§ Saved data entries

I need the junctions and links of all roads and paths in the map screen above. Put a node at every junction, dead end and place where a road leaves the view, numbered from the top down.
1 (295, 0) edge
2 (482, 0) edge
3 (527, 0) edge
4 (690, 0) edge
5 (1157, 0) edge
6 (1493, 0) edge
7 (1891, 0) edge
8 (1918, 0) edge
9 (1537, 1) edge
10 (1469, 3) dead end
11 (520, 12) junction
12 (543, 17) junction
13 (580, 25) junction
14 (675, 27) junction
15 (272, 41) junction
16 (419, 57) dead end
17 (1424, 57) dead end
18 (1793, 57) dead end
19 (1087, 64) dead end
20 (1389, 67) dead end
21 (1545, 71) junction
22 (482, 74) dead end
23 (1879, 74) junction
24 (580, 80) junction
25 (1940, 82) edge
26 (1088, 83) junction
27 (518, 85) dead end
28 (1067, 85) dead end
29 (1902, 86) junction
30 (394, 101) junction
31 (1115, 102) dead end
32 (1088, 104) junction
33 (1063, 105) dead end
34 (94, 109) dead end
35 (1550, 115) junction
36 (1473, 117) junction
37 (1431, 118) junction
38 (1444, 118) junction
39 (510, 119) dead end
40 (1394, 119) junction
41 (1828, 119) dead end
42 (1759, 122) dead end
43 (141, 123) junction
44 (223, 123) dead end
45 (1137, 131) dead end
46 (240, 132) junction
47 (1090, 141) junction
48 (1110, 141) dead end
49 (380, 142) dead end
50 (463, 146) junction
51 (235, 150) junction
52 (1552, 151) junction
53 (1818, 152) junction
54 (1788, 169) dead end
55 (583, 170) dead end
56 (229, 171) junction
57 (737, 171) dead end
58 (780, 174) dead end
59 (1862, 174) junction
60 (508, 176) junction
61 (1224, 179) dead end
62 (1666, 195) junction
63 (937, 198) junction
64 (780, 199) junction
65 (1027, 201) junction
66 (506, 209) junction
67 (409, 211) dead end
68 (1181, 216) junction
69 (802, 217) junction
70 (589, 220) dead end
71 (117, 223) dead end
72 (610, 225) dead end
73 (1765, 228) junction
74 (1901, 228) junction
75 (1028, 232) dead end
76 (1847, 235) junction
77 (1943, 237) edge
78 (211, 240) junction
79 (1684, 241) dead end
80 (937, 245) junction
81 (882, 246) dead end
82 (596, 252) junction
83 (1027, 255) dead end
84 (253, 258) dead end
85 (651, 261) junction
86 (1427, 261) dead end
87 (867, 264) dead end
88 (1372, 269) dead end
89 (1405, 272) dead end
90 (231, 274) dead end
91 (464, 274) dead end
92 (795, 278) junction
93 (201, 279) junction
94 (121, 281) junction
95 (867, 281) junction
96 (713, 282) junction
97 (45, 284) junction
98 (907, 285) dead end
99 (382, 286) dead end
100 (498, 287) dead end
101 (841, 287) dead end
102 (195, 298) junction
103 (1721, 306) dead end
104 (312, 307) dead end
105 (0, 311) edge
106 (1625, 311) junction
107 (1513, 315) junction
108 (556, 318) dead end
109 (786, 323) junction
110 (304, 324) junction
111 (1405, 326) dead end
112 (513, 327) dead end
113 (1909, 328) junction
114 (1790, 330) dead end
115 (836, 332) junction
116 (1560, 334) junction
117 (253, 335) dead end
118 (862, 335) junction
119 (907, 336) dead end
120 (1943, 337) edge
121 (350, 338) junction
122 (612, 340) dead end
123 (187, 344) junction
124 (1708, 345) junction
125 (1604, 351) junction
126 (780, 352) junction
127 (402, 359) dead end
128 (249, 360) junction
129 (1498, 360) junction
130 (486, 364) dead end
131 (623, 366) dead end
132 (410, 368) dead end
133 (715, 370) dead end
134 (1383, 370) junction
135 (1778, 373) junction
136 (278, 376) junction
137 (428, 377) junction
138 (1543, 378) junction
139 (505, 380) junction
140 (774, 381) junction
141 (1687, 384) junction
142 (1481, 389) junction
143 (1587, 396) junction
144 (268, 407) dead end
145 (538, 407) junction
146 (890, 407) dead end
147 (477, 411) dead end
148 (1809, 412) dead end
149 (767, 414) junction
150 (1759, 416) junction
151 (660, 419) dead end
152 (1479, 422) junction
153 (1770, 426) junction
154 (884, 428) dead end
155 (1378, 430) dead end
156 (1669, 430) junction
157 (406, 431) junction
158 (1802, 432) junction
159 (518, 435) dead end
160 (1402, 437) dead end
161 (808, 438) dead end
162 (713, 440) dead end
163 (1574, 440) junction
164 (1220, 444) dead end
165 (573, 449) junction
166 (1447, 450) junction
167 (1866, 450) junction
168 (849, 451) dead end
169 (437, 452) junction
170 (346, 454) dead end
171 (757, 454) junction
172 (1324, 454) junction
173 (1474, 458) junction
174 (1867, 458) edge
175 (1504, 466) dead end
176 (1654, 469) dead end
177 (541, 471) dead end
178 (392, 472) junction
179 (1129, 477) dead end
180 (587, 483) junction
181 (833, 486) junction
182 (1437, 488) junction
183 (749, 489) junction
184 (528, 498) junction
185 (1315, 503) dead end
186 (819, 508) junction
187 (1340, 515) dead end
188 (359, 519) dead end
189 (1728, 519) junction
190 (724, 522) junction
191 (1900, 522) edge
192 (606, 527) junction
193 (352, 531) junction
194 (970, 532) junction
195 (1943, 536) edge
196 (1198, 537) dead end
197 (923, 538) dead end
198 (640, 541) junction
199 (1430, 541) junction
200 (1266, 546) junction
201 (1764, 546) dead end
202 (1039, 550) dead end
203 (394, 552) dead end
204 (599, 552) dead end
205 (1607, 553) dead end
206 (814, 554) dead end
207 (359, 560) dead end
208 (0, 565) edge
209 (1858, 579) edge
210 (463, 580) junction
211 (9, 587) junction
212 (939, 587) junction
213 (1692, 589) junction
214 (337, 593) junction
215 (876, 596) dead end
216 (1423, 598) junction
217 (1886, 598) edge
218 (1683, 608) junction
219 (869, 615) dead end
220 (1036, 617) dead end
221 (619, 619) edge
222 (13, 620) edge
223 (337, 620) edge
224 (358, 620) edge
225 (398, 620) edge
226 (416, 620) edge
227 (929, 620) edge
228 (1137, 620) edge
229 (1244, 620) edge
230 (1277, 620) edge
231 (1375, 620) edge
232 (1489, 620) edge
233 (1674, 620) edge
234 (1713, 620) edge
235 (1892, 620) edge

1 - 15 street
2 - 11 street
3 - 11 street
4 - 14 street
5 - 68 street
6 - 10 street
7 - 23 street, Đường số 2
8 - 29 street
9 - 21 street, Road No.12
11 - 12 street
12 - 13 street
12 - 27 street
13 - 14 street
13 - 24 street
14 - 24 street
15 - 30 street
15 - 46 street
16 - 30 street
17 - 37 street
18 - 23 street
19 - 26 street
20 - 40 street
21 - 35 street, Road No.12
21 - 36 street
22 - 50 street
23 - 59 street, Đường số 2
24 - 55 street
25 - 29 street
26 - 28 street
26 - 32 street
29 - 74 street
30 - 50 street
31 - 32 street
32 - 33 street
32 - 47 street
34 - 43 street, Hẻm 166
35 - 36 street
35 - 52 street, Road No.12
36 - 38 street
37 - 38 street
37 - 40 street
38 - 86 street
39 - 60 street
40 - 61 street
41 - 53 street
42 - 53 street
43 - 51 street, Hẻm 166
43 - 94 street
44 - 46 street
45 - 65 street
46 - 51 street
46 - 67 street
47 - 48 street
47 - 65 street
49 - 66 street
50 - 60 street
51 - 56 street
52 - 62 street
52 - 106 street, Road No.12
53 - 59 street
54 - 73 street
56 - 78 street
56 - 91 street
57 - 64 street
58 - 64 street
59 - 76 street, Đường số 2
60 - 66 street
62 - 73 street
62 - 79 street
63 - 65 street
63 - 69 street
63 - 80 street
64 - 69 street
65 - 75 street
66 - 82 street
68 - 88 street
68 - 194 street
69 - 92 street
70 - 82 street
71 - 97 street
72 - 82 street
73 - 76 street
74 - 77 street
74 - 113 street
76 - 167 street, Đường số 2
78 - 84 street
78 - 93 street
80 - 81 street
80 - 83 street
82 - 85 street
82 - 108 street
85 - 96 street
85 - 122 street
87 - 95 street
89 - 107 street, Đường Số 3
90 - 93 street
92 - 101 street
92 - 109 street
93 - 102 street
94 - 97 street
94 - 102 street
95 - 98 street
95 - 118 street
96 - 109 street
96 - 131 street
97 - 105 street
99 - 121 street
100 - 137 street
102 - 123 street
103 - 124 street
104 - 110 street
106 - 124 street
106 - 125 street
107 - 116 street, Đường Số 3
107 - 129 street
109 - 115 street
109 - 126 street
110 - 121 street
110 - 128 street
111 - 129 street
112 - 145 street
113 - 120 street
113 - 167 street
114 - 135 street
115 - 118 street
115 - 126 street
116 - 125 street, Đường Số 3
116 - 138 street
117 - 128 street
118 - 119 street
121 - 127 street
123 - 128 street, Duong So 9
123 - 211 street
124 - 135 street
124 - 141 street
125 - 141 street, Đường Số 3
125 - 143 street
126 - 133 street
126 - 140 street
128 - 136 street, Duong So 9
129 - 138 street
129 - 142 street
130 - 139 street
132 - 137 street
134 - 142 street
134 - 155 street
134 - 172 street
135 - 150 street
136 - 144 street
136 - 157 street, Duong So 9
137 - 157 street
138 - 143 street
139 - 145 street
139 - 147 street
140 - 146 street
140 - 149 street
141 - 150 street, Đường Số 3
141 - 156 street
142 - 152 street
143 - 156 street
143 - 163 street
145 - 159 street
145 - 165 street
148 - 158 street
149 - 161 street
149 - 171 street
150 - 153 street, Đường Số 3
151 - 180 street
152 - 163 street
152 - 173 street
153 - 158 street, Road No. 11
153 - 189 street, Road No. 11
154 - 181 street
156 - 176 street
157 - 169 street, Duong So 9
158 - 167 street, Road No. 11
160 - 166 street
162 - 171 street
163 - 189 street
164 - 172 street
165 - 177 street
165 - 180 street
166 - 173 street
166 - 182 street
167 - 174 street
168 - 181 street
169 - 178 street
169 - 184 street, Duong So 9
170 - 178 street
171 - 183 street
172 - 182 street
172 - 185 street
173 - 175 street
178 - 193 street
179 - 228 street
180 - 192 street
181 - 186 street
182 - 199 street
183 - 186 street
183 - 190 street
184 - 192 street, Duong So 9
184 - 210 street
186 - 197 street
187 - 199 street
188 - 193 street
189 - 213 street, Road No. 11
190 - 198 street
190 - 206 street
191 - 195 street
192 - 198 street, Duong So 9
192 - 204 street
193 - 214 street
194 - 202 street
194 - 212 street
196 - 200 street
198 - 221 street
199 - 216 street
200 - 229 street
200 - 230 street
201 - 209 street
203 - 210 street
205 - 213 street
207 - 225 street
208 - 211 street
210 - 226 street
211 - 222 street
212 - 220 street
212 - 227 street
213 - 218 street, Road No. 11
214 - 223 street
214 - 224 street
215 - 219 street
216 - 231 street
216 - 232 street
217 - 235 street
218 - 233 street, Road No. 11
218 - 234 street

§ WHAT IS EXPECTED
Filter the data above, keeping only lines that include the string "Duong".

§ TASK OUTPUT
123 - 128 street, Duong So 9
128 - 136 street, Duong So 9
136 - 157 street, Duong So 9
157 - 169 street, Duong So 9
169 - 184 street, Duong So 9
184 - 192 street, Duong So 9
192 - 198 street, Duong So 9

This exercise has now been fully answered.